▶ [Task requirements]: Each of the entries below needs to be given again exactly.

[Saved data entries]
****************************************

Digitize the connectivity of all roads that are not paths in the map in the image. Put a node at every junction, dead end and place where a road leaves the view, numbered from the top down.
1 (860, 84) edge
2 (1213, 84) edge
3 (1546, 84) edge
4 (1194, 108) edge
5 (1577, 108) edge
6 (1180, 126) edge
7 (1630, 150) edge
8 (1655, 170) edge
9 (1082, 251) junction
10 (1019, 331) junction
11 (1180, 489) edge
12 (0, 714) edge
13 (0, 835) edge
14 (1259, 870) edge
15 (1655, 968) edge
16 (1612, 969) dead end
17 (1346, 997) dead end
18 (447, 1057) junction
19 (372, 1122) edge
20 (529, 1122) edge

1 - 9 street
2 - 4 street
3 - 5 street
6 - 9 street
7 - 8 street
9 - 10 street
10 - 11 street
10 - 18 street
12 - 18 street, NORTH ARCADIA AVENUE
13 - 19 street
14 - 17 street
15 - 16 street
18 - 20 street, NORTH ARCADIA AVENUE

****************************************

▶ [Answer box]:
Digitize the connectivity of all roads that are not paths in the map in the image. Put a node at every junction, dead end and place where a road leaves the view, numbered from the top down.
1 (860, 84) edge
2 (1213, 84) edge
3 (1546, 84) edge
4 (1194, 108) edge
5 (1577, 108) edge
6 (1180, 126) edge
7 (1630, 150) edge
8 (1655, 170) edge
9 (1082, 251) junction
10 (1019, 331) junction
11 (1180, 489) edge
12 (0, 714) edge
13 (0, 835) edge
14 (1259, 870) edge
15 (1655, 968) edge
16 (1612, 969) dead end
17 (1346, 997) dead end
18 (447, 1057) junction
19 (372, 1122) edge
20 (529, 1122) edge

1 - 9 street
2 - 4 street
3 - 5 street
6 - 9 street
7 - 8 street
9 - 10 street
10 - 11 street
10 - 18 street
12 - 18 street, NORTH ARCADIA AVENUE
13 - 19 street
14 - 17 street
15 - 16 street
18 - 20 street, NORTH ARCADIA AVENUE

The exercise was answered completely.